SeldonIO / seldon-core

An MLOps framework to package, deploy, monitor and manage thousands of production machine learning models
https://www.seldon.io/tech/products/core/
Other
4.36k stars 831 forks source link

Java wrapper return different formats with python wrapper #3551

Closed yaliqin closed 2 years ago

yaliqin commented 3 years ago

Describe the bug

We have a model trained with H2O and save the model in MOJO file. When we use python wrapper to load this model with H2O python libary, we the model inferencing result will include meta data field. In the return output, the names fields in "data" part are marked as [t:0,t:1]. When we use Java wrapper following the step in https://docs.seldon.io/projects/seldon-core/en/stable/java-jni/README.html, we got the return without meta data and the names filed are marked as ['label.0', 'label.1']. We use seldon batch_processor.py to make the batch inferencing requests. We have different use cases, other than this H2O trained model, most of the models are trained with python. We want to use Java wrapper for H2O model to increase the inferencing speed(it is much faster than the python wrapper version) and need to use Python wrapper for other cases. But we need a unified output format because our pipeline is not easy to adapt to different use cases for the post-processing steps.

To reproduce

1, train a model with H2O DAI which predicts the probability of two classes. 2, follow the instruction in https://docs.seldon.io/projects/seldon-core/en/stable/java-jni/README.html to wrapper up the model and deploy the model with seldon_core. The command to build the image is: s2i build . seldonio/s2i-java-jni-build:0.5.1 --copy --volume "$HOME/.m2":/root/.m2 --runtime-image seldonio/s2i-java-jni-runtime:0.5.1 seldon-h2o-jni:0.42 3, make inferencing with seldon_client.py or batch_processor.py 4, wrapper up the model using python wrapper by using H2O python library and deploy the model with seldon_core. 5, make inferenceing with seldon_client.py or batch_processor.py 6, compare the output of step 3 and step 5

Expected behaviour

1, the output of Java wrapped model is in below format: {"data": {"names": ["label.0", "label.1"], "ndarray": [[0.31483936309814453, 0.6851606369018555]]}} the output of python wrapped model is in below format: {"data": {"names": ["t:0", "t:1"], "ndarray": [[0.31483936309814453, 0.6851606369018555]]}, "meta": {"requestPath": {"classifier": "h2o-seldon-python-serving:0.2"}, "tags": {"tags": {"batch_id": "test_batch"}, "batch_index": 27, "batch_instance_id": "cd4eb292-05e2-11ec-9c5e-acde48001122"}

Environment

Openshift cluster

ukclivecox commented 3 years ago

The Java wrapper is in incubating and may indeed be lagging behind in functional parity with the python wrapper. Our long term vision is to just use 1 server based on the MLServer project and have runtimes for Java and R.

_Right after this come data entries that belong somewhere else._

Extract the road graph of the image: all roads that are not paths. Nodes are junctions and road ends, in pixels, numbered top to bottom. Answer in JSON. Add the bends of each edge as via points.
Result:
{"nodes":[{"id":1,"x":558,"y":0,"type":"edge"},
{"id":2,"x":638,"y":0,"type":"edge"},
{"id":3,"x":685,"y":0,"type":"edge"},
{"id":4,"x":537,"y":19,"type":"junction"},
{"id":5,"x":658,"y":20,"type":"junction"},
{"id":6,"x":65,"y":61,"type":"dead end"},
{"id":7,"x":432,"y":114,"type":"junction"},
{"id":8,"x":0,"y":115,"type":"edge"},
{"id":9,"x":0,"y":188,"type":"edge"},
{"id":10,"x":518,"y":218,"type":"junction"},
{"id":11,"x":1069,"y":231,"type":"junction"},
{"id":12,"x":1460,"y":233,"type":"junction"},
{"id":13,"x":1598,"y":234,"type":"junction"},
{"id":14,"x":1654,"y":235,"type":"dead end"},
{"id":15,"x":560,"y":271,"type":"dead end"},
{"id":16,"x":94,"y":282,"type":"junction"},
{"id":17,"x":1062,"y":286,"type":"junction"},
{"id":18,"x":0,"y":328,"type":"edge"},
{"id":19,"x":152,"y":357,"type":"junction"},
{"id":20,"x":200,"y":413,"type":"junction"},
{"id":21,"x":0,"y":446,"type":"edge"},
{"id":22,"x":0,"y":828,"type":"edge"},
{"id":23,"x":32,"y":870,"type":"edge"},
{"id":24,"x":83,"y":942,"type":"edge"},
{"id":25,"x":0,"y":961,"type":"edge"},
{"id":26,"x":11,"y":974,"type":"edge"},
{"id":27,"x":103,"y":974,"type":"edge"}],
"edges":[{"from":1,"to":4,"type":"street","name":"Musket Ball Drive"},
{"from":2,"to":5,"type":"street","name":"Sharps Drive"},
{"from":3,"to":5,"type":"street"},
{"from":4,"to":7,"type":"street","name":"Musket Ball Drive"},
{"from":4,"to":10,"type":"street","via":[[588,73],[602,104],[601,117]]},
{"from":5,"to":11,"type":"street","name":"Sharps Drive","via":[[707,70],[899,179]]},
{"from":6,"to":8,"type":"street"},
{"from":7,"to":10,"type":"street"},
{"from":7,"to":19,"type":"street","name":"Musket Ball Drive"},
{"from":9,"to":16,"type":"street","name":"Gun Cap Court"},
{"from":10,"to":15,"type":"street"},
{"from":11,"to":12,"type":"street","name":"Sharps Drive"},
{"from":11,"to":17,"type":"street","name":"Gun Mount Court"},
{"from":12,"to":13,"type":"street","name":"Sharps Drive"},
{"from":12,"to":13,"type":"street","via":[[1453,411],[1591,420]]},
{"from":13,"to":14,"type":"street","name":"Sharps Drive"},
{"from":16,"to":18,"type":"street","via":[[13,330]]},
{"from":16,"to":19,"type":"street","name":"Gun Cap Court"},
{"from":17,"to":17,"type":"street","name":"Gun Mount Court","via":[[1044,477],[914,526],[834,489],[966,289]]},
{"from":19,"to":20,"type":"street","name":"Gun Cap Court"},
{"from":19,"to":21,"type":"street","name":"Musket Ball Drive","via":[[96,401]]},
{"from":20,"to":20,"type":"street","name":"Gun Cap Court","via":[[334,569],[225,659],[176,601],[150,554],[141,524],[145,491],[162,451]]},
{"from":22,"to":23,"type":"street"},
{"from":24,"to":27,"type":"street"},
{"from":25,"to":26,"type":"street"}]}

So medium term would appreciate external contributions if urgent to update the Java wrapper.

indranilr commented 2 years ago

@cliveseldon had similar issues with meta.requestPath in Java wrapper and have put a temporary patch in application logic to populate the same. Are you open for a PR ? could you please point to any guidelines (other than what is started in contribution guideline) in this regard ?

ukclivecox commented 2 years ago

yes a PR would be great @indranilr

ukclivecox commented 2 years ago

Closing. We will investigate Java via MLServer roadmap. Please reopen if still an issue or PR available.